In any case, however, Moore's Law ends within 40 years, period. If you
do the back of the envelope calculation, there are perhaps 2^77th
carbon atoms in a cc of diamond, and you aren't going to store many
more bits than that per cc, at least with forseeable
technologies. (I'd argue you can't even store that many if you expect
speed, but...)

> Since when does AI require specialized hardware? Fast
> hardware, quite possibly, but specialized hardware?

We don't know yet, as we don't yet have AI -- or perhaps you think
that because it is easy to sit about speculating about AI that you
actually know how to build it?

Perhaps it will turn out that, for better or ill, the best we know how
to do until we have improved ourselves a lot and understand brains
more is doing neural net simulations of natural brains. That might
very well require specialized hardware to achieve sufficient speeds.

> Fast hardware can be obtained by linking slow hardware together.

That's called "parallel processing". Many of us were doing that sort
of work some years ago. It turns out it requires alternative
programming techniques, and it also turns out not to be a panacea.

> Specialized hardware requires a redesign of the chip.

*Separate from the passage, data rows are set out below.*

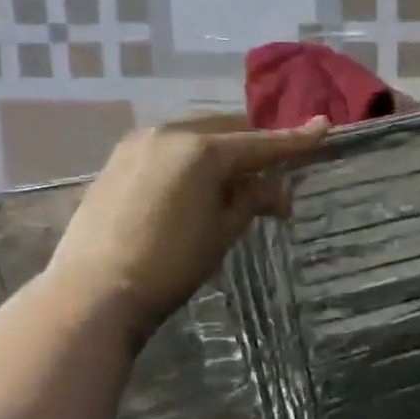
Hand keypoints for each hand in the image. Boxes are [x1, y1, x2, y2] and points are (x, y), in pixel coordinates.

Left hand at [46, 118, 328, 342]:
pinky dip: (193, 159)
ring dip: (223, 153)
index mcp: (203, 150)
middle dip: (255, 149)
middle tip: (274, 182)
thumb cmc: (170, 264)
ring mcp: (139, 143)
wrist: (95, 291)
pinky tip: (198, 186)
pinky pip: (170, 148)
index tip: (324, 127)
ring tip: (236, 186)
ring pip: (197, 135)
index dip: (296, 140)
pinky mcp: (118, 159)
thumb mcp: (223, 232)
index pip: (262, 143)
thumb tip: (276, 190)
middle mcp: (171, 133)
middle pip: (228, 130)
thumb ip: (252, 200)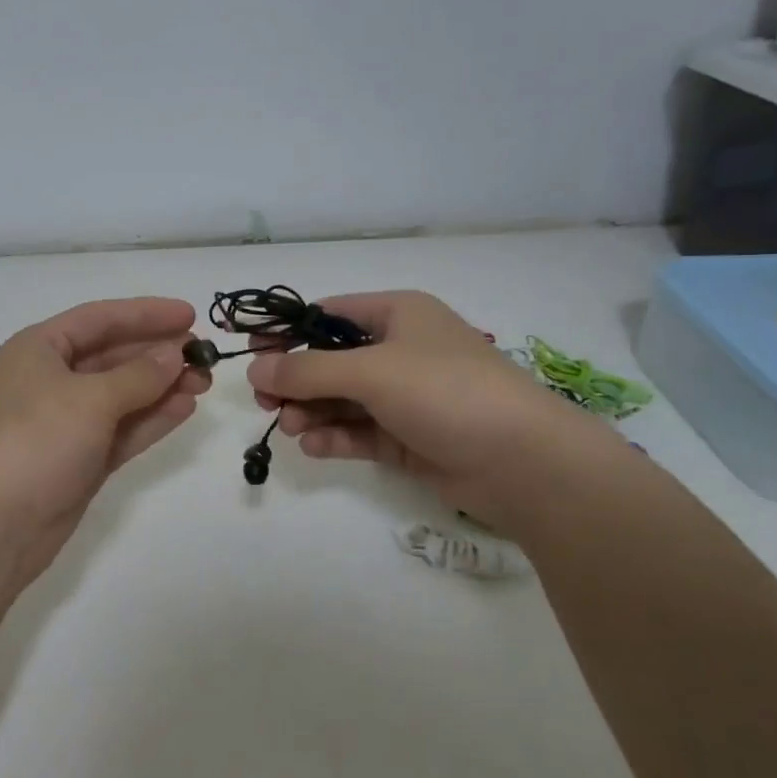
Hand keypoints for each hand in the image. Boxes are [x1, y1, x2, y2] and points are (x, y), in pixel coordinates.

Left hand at [0, 297, 208, 587]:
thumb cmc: (36, 441)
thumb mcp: (91, 399)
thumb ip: (139, 375)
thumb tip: (174, 354)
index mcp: (39, 349)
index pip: (100, 319)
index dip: (146, 314)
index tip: (191, 314)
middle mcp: (51, 379)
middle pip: (113, 355)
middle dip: (158, 353)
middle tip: (205, 354)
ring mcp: (66, 422)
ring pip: (122, 394)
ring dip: (161, 386)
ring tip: (204, 382)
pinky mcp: (80, 458)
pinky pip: (122, 428)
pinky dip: (151, 418)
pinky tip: (185, 408)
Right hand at [247, 291, 631, 532]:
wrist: (524, 462)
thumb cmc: (447, 391)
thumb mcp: (372, 371)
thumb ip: (308, 370)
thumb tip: (253, 367)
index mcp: (397, 315)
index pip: (328, 315)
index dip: (288, 333)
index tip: (252, 355)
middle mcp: (399, 351)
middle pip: (330, 360)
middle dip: (297, 380)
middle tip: (264, 402)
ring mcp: (404, 397)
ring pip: (341, 399)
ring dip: (312, 411)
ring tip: (292, 428)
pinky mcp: (408, 437)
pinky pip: (359, 432)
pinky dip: (335, 437)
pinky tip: (315, 447)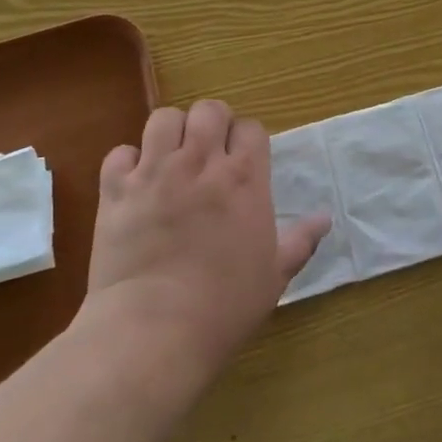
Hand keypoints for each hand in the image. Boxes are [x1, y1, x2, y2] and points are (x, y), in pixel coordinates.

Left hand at [84, 100, 329, 392]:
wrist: (153, 331)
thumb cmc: (224, 306)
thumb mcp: (274, 276)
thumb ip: (300, 241)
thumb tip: (325, 219)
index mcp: (244, 179)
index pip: (251, 128)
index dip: (248, 140)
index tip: (244, 160)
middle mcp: (201, 163)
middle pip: (209, 110)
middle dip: (211, 123)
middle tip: (208, 152)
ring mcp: (155, 173)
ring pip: (163, 119)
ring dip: (170, 133)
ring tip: (170, 158)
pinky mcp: (116, 190)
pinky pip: (119, 153)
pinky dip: (128, 162)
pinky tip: (134, 184)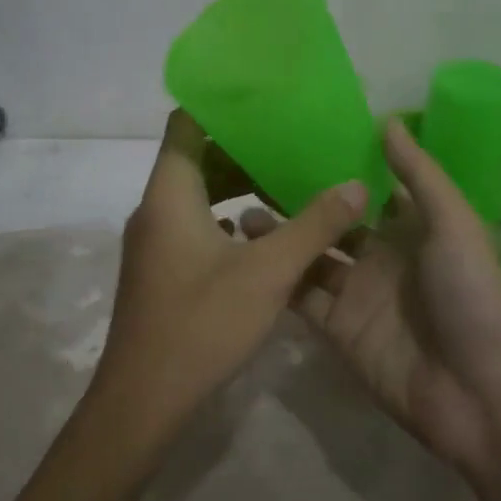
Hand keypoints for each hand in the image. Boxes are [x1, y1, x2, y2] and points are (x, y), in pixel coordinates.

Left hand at [93, 110, 367, 438]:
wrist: (142, 400)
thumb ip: (315, 225)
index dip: (221, 106)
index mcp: (170, 193)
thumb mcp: (269, 272)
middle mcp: (155, 208)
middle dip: (243, 150)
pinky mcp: (160, 269)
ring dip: (238, 187)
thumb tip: (357, 185)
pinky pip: (194, 225)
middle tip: (292, 144)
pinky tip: (265, 235)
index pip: (186, 124)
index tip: (264, 100)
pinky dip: (227, 220)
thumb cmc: (202, 324)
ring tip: (287, 184)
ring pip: (198, 196)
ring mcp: (154, 241)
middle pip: (196, 158)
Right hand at [242, 118, 500, 474]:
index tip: (300, 139)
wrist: (475, 392)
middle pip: (332, 224)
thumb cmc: (470, 296)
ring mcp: (355, 295)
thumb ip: (419, 174)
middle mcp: (379, 258)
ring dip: (280, 238)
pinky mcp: (336, 330)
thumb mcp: (454, 224)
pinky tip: (246, 259)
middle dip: (300, 202)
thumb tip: (387, 120)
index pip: (368, 191)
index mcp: (410, 230)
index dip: (339, 168)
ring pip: (309, 258)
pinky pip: (302, 299)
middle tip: (255, 174)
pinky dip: (277, 280)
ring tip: (240, 211)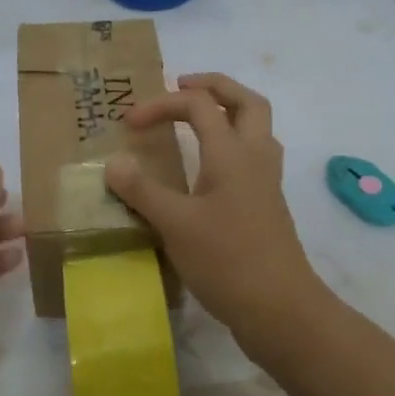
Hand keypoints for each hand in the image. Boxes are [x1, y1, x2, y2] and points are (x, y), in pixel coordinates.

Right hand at [104, 74, 328, 360]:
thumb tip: (114, 163)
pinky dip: (232, 143)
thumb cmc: (227, 260)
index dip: (161, 104)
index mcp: (233, 153)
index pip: (198, 105)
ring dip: (229, 111)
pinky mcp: (268, 205)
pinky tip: (210, 167)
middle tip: (181, 86)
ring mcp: (266, 182)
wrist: (281, 309)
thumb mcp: (175, 224)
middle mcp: (255, 157)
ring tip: (197, 120)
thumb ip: (142, 190)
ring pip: (257, 127)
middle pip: (246, 101)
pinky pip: (254, 155)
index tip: (129, 124)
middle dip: (214, 86)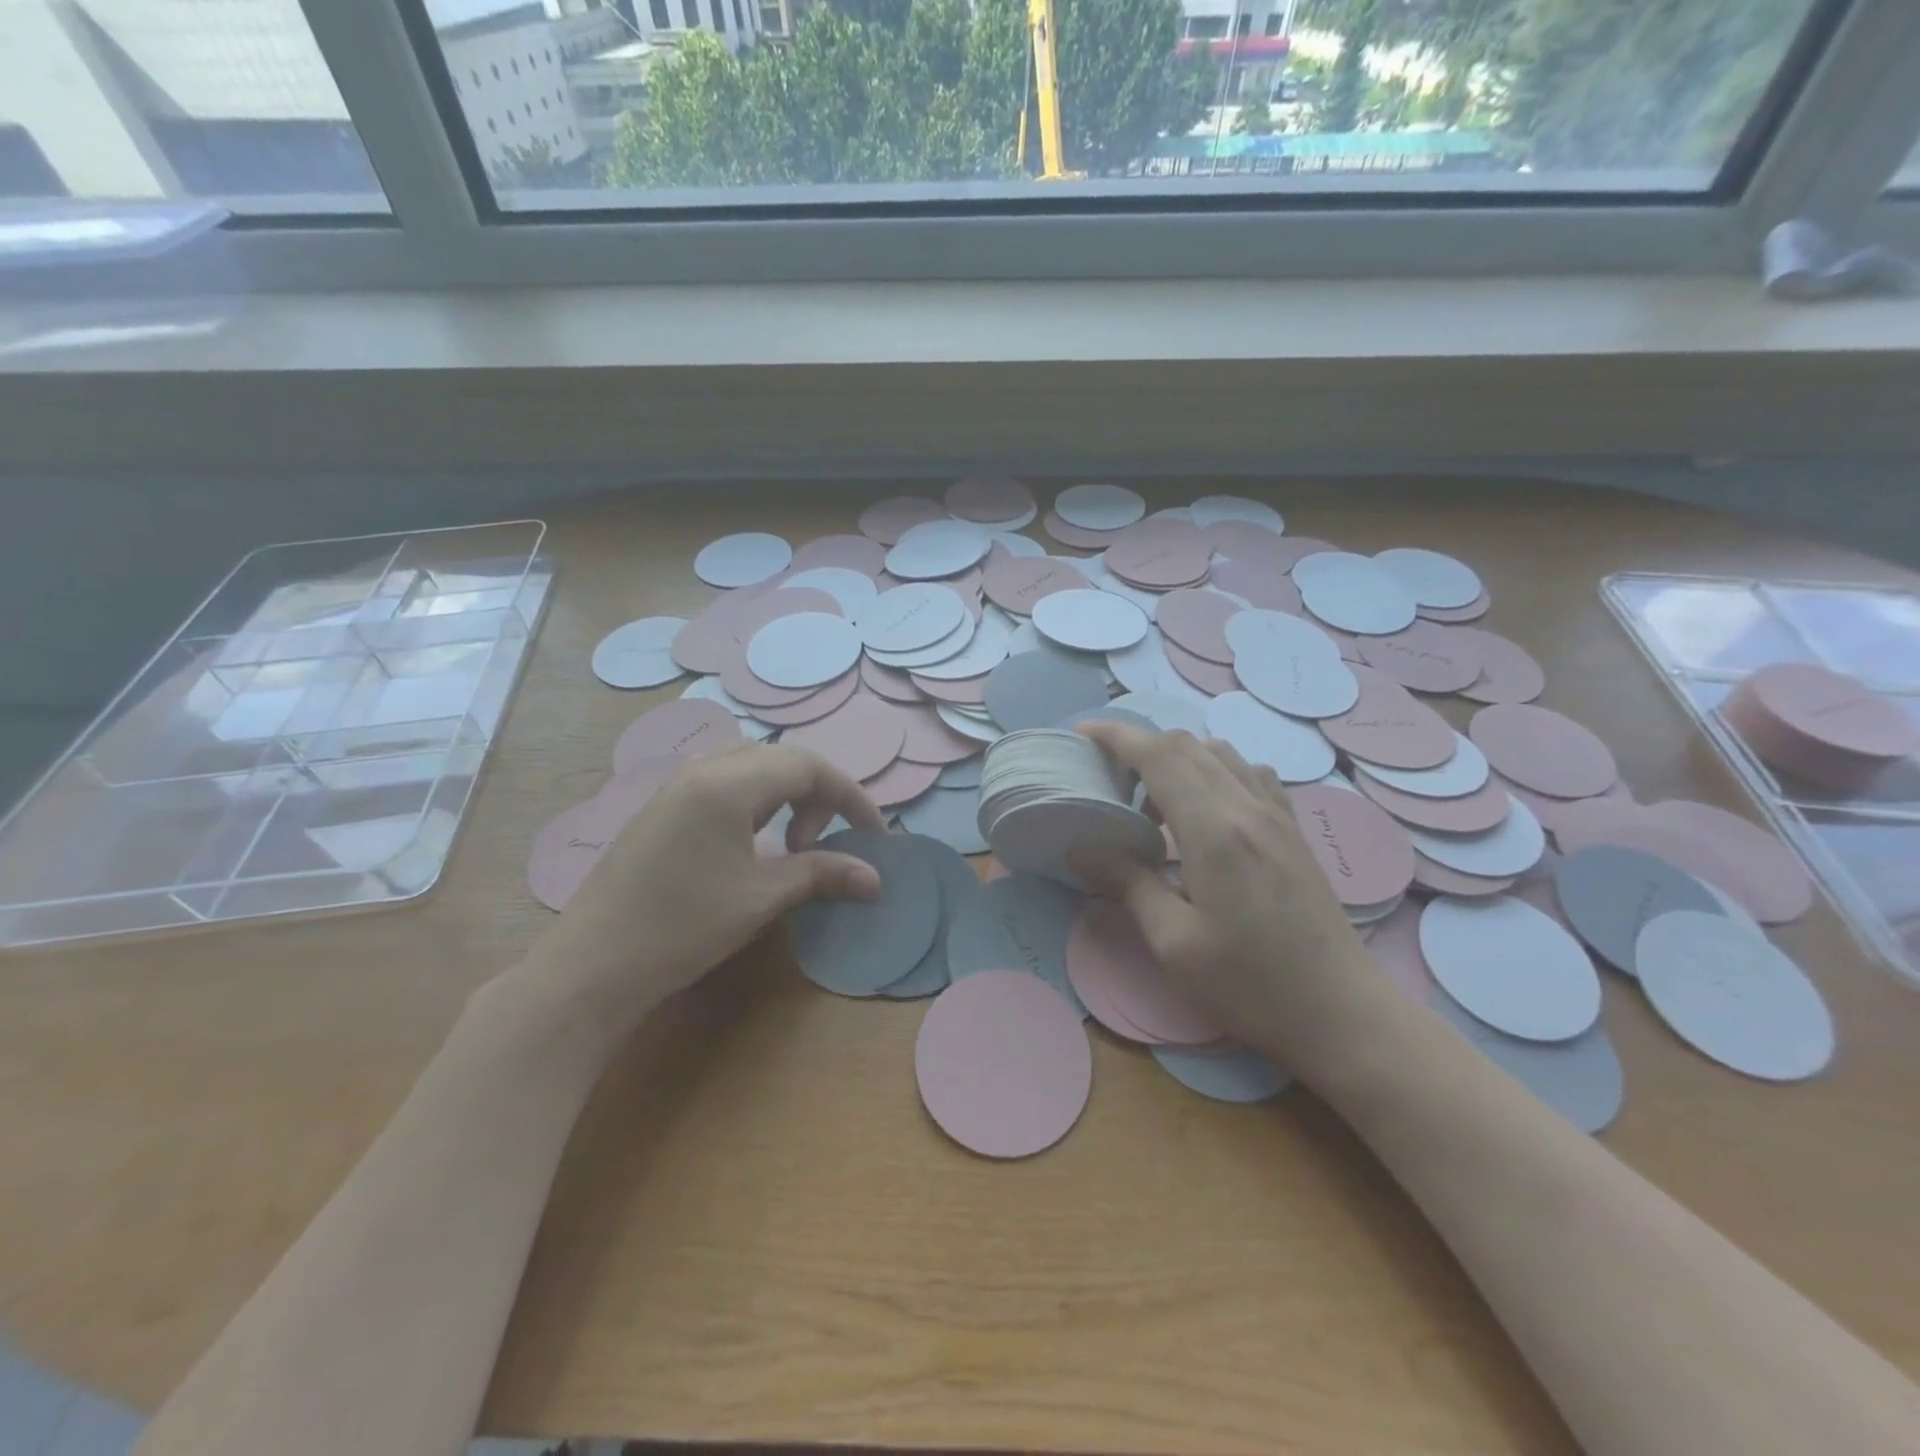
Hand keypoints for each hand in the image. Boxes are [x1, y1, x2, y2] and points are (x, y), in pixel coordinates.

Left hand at [524, 742, 886, 1033]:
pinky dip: (755, 804)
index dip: (850, 796)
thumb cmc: (682, 927)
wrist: (591, 967)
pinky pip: (723, 785)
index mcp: (727, 783)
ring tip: (792, 843)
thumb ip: (822, 875)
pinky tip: (752, 846)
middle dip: (818, 794)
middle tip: (826, 842)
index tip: (873, 835)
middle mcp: (701, 771)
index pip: (808, 766)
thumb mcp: (761, 898)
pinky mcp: (661, 810)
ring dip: (785, 796)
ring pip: (750, 768)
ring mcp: (675, 789)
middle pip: (780, 759)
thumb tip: (875, 879)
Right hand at [1074, 723, 1395, 1082]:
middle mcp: (1247, 807)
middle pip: (1187, 746)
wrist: (1342, 1012)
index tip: (1082, 734)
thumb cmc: (1250, 984)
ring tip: (1153, 804)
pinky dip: (1214, 772)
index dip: (1117, 736)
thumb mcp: (1174, 942)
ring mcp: (1278, 814)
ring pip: (1220, 753)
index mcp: (1214, 830)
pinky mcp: (1294, 829)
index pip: (1159, 755)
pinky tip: (1207, 811)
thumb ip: (1128, 883)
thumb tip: (1080, 848)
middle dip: (1140, 745)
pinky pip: (1249, 774)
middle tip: (1108, 778)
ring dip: (1177, 760)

We might need
> the former, but why would we need the latter?

Because, sadly, specialized designs continue to be faster than more
general ones.

>> > thorough knowledge of the hardware it is being
>>
>> Absolutely.
>
> I wasn't talking about it in the sense of "which chip
> you are running it on". You need to know if it's on a
> PC-type computer or a Mac-type computer, but there is
> no need to program in binary or even assembly code,
> which requires a lot of knowledge of the chip
> architecture. High-level languages will work just as
> well.

Spoken like someone who doesn't hack on operating systems much. :)
Also spoken like someone who doesn't hack on high performance apps.

>> > programmed on, there is no need to waste time
>>
>> If both of your premises weren't wrong, I'd
>> be agreeing with your conclusion.
>
> Please explain how my premises are wrong. AI is
> obviously harder and has more things on the line than
> a conventional programming project, but why can't it
> be done on regular hardware?

Don't know yet. I think we'll know when we've finished the work.

I will say this -- when I was doing vision work (many years ago I must
admit), the state of the art work was being done on artificial retinas
and processing networks implemented in hardware. That wasn't because
it wasn't possible to do the work on conventional architectures -- but
because the researchers wanted to get their results within their
lifetimes.

> And why can't it be done
> in a high-level language that doesn't require a lot of
> knowledge of the chip?

Don't know yet. We'll know when we're done, won't we?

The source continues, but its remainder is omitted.